Identify and pull out each line of the entries in which "paths" occurs.

-------- DATA TO EXAMINE

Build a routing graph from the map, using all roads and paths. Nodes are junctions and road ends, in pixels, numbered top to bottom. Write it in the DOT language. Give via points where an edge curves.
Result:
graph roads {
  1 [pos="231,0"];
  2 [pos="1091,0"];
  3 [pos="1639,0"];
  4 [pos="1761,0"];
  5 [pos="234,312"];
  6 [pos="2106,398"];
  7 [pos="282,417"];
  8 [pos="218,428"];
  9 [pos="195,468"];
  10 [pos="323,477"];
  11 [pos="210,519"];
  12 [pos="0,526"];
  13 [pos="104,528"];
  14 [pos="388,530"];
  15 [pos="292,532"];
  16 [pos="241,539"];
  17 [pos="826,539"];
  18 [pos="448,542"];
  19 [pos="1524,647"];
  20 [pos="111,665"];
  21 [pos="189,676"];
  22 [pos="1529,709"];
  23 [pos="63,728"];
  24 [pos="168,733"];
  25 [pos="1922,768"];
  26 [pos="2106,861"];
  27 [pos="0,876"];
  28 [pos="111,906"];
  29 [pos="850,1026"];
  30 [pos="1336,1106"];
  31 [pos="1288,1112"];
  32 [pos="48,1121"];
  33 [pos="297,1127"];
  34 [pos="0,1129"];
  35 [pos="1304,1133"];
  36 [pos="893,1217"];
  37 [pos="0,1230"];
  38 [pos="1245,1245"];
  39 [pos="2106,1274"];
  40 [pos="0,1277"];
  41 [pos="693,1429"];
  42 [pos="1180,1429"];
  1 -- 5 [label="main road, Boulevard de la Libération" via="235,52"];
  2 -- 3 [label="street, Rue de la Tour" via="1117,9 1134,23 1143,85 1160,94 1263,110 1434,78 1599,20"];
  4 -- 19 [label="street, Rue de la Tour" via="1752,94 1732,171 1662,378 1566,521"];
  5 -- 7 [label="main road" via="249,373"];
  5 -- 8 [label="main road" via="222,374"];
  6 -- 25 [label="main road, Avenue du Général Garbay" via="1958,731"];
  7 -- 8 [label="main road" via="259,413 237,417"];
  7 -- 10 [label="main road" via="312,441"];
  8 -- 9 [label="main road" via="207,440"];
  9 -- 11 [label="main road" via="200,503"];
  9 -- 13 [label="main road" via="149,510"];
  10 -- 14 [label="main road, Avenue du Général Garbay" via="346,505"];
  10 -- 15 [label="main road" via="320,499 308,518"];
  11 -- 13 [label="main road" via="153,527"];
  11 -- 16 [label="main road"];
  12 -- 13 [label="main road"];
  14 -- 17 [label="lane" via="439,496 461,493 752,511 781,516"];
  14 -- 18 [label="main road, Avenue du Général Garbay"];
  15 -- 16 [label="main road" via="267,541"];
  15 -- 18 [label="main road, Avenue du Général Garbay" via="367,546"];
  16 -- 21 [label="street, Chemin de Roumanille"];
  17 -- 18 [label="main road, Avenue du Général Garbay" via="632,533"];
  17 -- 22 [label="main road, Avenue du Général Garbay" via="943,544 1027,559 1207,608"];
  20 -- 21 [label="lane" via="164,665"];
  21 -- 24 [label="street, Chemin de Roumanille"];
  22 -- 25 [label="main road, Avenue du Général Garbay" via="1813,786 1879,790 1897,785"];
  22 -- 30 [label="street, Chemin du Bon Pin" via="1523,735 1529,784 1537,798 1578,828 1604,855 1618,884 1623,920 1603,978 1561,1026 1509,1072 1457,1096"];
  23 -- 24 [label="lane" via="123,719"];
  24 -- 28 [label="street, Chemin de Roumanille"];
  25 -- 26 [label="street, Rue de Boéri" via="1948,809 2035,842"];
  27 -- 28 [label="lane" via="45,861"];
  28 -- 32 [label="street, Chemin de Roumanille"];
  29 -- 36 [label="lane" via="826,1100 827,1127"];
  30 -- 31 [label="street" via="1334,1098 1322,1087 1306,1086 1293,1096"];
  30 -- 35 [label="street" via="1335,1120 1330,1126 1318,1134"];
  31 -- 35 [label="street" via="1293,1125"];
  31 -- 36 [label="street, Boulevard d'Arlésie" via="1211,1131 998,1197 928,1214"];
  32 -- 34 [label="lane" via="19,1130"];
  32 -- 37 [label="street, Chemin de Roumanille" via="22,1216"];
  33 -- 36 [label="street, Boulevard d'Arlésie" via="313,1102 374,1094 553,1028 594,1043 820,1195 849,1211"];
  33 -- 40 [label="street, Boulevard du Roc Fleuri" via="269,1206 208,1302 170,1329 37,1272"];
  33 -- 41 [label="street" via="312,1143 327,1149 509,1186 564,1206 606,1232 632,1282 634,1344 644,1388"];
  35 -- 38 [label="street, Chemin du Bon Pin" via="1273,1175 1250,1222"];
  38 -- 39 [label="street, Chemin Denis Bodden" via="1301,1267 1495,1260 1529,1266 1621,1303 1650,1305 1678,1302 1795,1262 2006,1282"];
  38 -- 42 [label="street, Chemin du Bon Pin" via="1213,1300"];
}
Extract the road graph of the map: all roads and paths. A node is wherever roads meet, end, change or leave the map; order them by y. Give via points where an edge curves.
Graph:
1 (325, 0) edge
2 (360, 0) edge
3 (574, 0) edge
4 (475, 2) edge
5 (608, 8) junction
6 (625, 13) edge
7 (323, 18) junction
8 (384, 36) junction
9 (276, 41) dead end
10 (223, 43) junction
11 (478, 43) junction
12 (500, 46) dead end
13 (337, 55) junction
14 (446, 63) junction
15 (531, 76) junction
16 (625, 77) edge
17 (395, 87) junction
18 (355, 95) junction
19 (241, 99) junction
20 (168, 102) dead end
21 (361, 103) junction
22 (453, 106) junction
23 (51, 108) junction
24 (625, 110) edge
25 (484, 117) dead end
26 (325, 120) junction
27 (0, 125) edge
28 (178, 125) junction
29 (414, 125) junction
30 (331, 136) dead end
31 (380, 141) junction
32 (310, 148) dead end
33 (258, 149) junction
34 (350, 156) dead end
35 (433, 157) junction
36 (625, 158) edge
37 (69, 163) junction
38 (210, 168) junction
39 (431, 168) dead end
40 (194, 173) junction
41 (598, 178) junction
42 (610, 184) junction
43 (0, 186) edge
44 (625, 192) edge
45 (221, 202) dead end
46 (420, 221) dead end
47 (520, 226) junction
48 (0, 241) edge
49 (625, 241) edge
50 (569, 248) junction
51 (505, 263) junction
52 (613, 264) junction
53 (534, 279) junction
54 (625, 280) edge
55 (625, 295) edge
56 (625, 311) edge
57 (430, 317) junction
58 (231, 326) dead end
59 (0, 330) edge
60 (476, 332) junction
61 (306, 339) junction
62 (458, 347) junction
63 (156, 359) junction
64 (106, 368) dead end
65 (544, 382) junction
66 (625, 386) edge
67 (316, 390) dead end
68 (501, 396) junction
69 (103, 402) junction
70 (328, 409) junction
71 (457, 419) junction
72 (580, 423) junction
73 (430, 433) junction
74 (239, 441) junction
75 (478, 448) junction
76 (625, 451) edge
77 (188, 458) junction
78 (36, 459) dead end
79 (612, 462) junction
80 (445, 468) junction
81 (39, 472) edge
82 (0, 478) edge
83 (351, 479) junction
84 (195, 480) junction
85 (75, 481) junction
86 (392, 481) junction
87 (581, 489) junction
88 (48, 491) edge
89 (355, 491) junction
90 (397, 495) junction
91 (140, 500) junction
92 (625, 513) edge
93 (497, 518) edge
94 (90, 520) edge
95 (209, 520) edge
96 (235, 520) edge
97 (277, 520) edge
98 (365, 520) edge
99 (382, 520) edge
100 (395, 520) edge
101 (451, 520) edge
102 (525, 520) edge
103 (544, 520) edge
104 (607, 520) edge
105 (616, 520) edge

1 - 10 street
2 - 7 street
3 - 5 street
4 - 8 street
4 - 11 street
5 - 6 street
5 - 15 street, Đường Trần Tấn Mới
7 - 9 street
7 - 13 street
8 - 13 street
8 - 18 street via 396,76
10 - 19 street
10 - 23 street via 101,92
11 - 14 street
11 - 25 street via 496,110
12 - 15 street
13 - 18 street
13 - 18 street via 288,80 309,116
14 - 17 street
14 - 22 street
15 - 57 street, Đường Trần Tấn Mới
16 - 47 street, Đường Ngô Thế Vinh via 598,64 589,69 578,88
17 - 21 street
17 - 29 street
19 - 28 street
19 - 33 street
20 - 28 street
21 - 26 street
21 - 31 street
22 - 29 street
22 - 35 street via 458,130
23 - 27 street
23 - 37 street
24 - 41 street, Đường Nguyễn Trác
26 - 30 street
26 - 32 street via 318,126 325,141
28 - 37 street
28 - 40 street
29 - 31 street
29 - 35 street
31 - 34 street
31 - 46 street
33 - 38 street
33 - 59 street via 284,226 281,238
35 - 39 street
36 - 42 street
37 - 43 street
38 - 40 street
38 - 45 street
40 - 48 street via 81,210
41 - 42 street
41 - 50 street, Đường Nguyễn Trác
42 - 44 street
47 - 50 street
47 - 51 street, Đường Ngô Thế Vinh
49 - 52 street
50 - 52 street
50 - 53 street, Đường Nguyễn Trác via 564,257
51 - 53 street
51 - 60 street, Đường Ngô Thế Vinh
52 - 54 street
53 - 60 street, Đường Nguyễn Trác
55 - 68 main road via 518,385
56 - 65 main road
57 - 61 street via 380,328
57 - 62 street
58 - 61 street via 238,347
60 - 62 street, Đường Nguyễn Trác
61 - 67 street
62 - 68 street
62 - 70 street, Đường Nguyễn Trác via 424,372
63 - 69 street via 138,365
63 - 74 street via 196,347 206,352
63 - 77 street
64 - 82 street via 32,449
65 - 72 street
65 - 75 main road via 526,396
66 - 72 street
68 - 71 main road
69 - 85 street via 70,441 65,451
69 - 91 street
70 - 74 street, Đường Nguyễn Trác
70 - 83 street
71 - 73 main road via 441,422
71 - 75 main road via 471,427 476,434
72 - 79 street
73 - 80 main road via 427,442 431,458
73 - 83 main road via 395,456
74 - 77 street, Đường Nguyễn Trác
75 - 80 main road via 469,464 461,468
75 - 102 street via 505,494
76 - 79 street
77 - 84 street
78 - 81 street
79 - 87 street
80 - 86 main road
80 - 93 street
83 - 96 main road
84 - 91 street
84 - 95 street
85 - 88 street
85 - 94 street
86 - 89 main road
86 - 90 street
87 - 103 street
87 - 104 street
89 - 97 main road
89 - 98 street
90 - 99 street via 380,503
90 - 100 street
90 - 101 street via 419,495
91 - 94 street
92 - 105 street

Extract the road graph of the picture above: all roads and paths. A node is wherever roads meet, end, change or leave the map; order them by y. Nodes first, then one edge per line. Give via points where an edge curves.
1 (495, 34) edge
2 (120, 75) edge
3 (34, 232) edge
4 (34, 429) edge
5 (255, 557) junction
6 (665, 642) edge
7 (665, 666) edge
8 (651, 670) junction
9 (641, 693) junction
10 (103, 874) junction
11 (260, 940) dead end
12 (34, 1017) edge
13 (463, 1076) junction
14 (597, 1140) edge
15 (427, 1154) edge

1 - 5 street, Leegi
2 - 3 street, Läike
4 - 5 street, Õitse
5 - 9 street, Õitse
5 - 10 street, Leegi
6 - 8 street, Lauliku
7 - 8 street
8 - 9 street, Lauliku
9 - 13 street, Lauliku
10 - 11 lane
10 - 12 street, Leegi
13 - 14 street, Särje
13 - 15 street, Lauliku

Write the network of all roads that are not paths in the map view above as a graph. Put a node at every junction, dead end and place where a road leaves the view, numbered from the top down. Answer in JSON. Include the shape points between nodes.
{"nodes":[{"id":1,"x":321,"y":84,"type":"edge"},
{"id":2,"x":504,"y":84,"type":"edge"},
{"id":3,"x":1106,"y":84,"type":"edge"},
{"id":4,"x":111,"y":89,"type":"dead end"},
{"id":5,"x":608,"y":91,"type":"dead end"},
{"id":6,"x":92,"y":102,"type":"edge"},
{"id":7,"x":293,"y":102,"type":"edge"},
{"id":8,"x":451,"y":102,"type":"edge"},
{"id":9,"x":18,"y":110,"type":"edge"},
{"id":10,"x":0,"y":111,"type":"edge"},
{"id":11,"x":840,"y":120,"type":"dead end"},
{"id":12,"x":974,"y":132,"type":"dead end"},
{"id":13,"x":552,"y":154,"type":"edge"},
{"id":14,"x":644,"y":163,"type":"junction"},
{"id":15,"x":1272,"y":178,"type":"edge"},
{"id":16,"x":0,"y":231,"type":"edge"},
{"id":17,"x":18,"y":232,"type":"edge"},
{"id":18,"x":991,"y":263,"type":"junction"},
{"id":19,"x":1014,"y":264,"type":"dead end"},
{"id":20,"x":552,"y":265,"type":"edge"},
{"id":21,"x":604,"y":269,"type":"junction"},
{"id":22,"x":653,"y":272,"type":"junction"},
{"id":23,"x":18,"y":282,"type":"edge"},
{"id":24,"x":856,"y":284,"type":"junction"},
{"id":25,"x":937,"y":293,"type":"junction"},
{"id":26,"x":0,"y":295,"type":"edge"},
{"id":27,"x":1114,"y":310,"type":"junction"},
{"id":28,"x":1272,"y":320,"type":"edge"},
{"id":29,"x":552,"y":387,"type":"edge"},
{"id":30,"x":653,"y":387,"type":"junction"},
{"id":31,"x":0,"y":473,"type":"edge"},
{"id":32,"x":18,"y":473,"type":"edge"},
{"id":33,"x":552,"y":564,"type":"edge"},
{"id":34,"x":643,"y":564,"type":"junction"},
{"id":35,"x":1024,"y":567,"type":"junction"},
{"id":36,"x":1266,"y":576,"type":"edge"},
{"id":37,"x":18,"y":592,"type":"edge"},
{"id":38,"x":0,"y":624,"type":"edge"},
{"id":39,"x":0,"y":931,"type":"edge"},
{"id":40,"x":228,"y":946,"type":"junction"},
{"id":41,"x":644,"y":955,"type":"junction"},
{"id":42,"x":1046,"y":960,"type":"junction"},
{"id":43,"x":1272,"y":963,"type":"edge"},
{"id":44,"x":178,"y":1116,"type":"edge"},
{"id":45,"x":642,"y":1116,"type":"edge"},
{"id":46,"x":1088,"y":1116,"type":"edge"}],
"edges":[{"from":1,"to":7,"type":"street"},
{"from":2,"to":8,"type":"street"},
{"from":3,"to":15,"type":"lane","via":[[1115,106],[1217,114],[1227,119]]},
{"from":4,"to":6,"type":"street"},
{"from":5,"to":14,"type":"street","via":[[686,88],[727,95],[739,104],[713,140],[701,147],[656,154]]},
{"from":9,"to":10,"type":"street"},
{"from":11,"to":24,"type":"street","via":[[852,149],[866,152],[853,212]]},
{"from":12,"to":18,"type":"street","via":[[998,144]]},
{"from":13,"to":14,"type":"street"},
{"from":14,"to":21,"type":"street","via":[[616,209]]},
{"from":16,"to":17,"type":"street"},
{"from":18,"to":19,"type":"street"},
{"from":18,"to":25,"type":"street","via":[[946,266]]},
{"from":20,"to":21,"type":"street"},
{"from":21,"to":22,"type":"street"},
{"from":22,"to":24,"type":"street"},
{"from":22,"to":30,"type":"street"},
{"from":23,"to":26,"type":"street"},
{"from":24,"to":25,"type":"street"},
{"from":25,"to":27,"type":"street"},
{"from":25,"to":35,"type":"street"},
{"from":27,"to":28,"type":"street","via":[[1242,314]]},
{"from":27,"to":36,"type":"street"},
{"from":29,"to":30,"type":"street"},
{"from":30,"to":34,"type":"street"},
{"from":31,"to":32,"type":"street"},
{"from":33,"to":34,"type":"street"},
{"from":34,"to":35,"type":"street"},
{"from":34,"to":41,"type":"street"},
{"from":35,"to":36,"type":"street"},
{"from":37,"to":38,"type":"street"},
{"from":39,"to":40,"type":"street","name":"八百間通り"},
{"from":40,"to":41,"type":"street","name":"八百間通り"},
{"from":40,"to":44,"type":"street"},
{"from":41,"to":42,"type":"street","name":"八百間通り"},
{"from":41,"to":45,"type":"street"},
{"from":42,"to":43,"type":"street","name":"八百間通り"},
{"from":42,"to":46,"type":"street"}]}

----------------

OUTPUT OF THE EXERCISE
Build a routing graph from the map, using all roads and paths. Nodes are junctions and road ends, in pixels, numbered top to bottom. Write it in the DOT language. Give via points where an edge curves.
Extract the road graph of the map: all roads and paths. A node is wherever roads meet, end, change or leave the map; order them by y. Give via points where an edge curves.
Extract the road graph of the picture above: all roads and paths. A node is wherever roads meet, end, change or leave the map; order them by y. Nodes first, then one edge per line. Give via points where an edge curves.
Write the network of all roads that are not paths in the map view above as a graph. Put a node at every junction, dead end and place where a road leaves the view, numbered from the top down. Answer in JSON. Include the shape points between nodes.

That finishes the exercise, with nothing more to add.